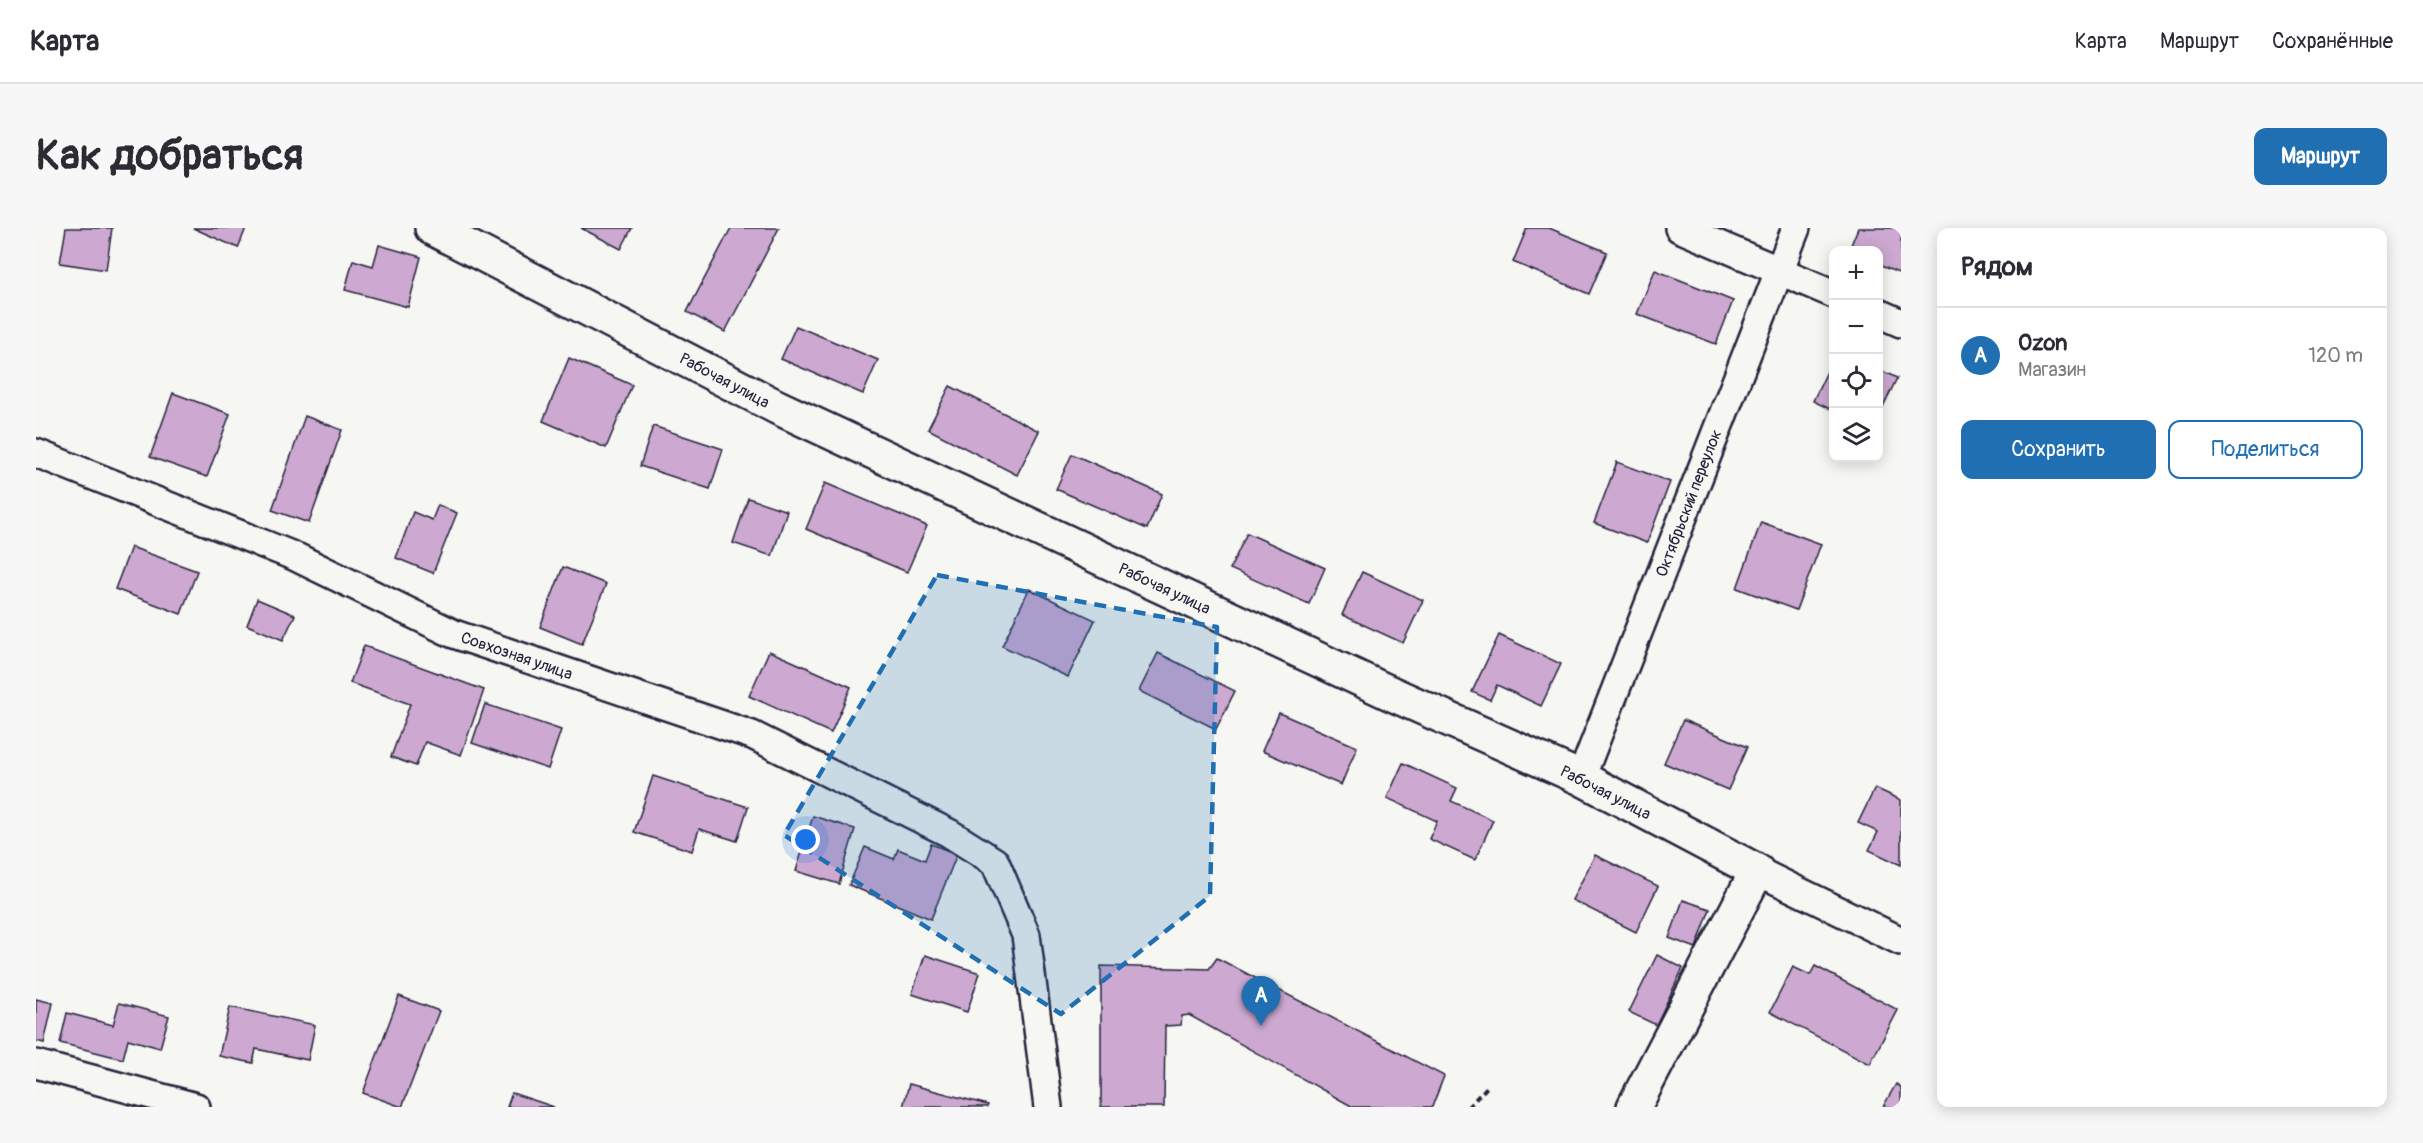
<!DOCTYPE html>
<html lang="ru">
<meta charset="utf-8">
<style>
:root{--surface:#fff;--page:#f7f7f7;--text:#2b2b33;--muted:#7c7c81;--line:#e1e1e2;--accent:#1f6fb2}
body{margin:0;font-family:Pangolin,sans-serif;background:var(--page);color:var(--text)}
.controls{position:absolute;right:18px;top:18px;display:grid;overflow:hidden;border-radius:12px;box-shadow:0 3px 15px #0003}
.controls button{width:54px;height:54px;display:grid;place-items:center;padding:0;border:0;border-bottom:2px solid var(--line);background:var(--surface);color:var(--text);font:30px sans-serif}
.you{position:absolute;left:770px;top:612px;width:21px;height:21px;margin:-15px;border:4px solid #fff;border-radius:50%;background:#1a73e8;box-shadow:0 0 0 9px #1a73e833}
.badge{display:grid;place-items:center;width:39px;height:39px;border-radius:50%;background:var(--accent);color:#fff;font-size:20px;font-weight:700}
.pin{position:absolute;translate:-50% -50px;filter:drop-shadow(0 2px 3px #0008)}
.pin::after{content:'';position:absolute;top:32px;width:21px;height:18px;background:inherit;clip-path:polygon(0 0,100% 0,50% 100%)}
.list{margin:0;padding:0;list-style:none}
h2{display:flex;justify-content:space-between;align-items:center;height:78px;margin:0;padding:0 24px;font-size:26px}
h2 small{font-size:20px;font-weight:400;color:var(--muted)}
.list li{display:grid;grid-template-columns:39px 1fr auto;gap:18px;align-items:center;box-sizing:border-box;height:96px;padding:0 24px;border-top:2px solid var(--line)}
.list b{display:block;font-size:22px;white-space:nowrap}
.list p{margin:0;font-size:20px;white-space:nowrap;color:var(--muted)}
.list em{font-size:20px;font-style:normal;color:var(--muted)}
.actions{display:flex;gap:12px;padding:18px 24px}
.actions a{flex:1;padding:14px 0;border:2px solid var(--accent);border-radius:12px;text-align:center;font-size:21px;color:var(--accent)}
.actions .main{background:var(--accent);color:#fff}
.icon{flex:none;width:33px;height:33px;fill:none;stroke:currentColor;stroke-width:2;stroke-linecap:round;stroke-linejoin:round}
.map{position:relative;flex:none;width:1865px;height:879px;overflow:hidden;border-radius:12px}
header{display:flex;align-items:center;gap:36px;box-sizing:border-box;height:84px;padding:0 30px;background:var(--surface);border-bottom:2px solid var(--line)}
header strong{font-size:28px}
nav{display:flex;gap:33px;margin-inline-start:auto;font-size:21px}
.intro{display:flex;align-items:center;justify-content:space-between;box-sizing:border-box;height:144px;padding:0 36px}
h1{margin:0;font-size:42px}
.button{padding:15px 27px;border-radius:12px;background:var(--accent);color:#fff;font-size:21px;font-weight:700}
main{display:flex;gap:36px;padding:0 36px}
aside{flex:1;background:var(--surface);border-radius:12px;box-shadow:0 3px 15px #0003}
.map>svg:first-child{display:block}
.building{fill:#cda8d1;stroke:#22223b;stroke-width:1.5}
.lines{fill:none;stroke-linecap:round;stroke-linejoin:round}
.minor-casing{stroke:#22223b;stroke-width:32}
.tertiary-casing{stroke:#22223b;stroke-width:38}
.path{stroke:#22223b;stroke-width:4;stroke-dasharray:6 4.5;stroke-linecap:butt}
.minor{stroke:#f6f6f2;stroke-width:27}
.tertiary{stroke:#f6f6f2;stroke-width:33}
.marked{fill:#1f6fb2;fill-opacity:0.2;stroke:#1f6fb2;stroke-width:4.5;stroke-dasharray:12 8;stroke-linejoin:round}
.labels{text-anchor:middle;stroke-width:6;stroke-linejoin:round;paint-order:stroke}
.street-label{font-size:16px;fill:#22223b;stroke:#f6f6f2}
</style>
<header>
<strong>Карта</strong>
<nav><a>Карта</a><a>Маршрут</a><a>Сохранённые</a></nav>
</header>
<div class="intro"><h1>Как добраться</h1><a class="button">Маршрут</a></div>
<main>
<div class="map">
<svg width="1865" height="879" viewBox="0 0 1865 879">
<rect width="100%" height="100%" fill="#f6f6f2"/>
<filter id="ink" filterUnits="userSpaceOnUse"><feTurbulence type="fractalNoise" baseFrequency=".0167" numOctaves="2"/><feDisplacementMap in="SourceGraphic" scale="12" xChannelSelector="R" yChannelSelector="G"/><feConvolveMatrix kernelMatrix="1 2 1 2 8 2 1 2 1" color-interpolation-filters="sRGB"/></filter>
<g filter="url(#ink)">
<g class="building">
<path d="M30 0H76L70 42 24 35Z"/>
<path d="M157 0H210L202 20Z"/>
<path d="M545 0H596L585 21Z"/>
<path d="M695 0H743L689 104 651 84Z"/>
<path d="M1491 0H1513L1571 24 1553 66 1477 34Z"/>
<path d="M1822 0H1865V46L1842 37V22H1813Z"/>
<path d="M343 17 385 29 372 79 309 62 317 32 337 38Z"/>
<path d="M1619 42 1697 73 1680 116 1601 86Z"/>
<path d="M760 98 842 132 827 166 745 131Z"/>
<path d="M1798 129V183L1777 173Z"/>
<path d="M533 130 596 157 570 220 507 193Z"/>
<path d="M1842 141 1861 150 1842 189Z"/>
<path d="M914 158 1003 203 981 247 892 201Z"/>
<path d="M137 165 194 186 171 249 114 229Z"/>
<path d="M269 188 306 202 273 295 236 282Z"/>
<path d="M617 198 687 221 674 261 604 238Z"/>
<path d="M1036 226 1126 266 1111 301 1020 261Z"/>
<path d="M1581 234 1634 254 1611 315 1558 295Z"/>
<path d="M789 255 891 298 871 344 770 301Z"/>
<path d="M712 270 751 283 736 328 697 315Z"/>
<path d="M402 277 421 285 397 345 360 330 377 284 396 292Z"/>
<path d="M1725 294 1785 316 1760 382 1701 360Z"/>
<path d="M1211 305 1289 340 1273 376 1194 341Z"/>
<path d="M95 319 161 343 145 386 79 361Z"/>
<path d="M527 339 570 356 546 416 504 399Z"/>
<path d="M1326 344 1387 372 1367 415 1306 387Z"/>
<path d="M993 361 1059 392 1032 449 966 418Z"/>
<path d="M221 371 259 387 247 412 211 397Z"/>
<path d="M1463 407 1525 436 1505 478 1461 457 1454 472 1436 464Z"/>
<path d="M328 418 448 462 425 527 389 514 380 538 355 529 374 476 314 455Z"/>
<path d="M733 423 815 459 795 505 713 468Z"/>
<path d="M1122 425 1199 463 1180 501 1103 463Z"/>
<path d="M449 476 525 502 512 541 436 515Z"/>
<path d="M1243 485 1321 519 1305 557 1226 523Z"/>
<path d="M1647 492 1711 519 1692 562 1628 535Z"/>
<path d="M1367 535 1421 560 1415 573 1457 592 1439 632 1393 611 1401 593 1351 570Z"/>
<path d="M617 548 712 579 701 613 663 601 656 623 598 604Z"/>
<path d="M1839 560 1865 572V637L1833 622 1842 604 1822 595Z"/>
<path d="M777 588 819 601 803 656 760 643Z"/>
<path d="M895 616 921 626 895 691 813 657 829 619 858 631 862 621 889 632Z"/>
<path d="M1559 627 1622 658 1600 704 1536 672Z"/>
<path d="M1647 672 1674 681 1660 720 1633 710Z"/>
<path d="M889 727 944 745 931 784 876 766Z"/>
<path d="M1621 727 1647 740 1620 797 1593 784Z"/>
<path d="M1181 730 1408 848 1396 879H1317L1153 787 1146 788 1145 797 1129 798 1128 879H1065V738L1173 741Z"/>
<path d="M1779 738 1862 782 1834 836 1734 784 1757 739 1774 747Z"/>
<path d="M363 768 403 783 366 879 327 865Z"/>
<path d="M0 771 17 775 8 815 0 813Z"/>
<path d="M83 775 133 788 124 820 92 811 87 831 24 815 31 785 77 797Z"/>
<path d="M194 779 279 797 272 832 220 821 217 835 183 828Z"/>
<path d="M873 856 952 877 951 879H867Z"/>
<path d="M1860 856 1865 859V879H1847Z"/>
<path d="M476 865 518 879H471Z"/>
</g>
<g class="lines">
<g class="minor-casing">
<g id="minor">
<path d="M1643 0 1798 66"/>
<path d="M1842 85 1865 95"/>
<path d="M0 225 260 329 418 406 716 507 913 605 959 634 990 707 1012 879"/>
<path d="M1545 550 1760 0"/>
<path d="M1721 643 1865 713"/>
<path d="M0 836 160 879"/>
</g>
</g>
<g class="tertiary-casing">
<path id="tertiary" d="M396 0 741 179 1354 465 1545 550 1721 643 1598 879"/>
</g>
<path class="path" d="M1432 879 1452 858"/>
<use href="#minor" class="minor"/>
<use href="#tertiary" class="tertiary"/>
</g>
</g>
<path class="marked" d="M901 347 1181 399 1174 668 1025 786 748 607Z"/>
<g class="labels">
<g class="street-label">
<text transform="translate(689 152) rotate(28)" y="6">Рабочая улица</text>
<text transform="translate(1652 275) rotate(-69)" y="6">Октябрьский переулок</text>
<text transform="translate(1129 360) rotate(25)" y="6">Рабочая улица</text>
<text transform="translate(481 427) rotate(19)" y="6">Совхозная улица</text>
<text transform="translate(1570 564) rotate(27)" y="6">Рабочая улица</text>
</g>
</g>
</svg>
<div class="controls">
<button>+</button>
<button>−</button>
<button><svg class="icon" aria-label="locate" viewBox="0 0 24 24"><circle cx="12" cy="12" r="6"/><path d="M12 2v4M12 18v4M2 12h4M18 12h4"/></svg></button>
<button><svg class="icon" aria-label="layers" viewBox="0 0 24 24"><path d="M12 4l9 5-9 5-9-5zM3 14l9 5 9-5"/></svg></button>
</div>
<div class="you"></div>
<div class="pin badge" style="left:1225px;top:798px">A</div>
</div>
<aside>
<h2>Рядом<small></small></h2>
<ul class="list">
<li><span class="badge">A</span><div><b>Ozon</b><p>Магазин</p></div><em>120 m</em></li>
</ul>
<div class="actions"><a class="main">Сохранить</a><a>Поделиться</a></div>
</aside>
</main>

#####

> _WHAT IS REQUIRED_:
Search the data for the string "overflow". List each line that has it.

> _EXERCISE RESPONSE_:
.controls{position:absolute;right:18px;top:18px;display:grid;overflow:hidden;border-radius:12px;box-shadow:0 3px 15px #0003}
.map{position:relative;flex:none;width:1865px;height:879px;overflow:hidden;border-radius:12px}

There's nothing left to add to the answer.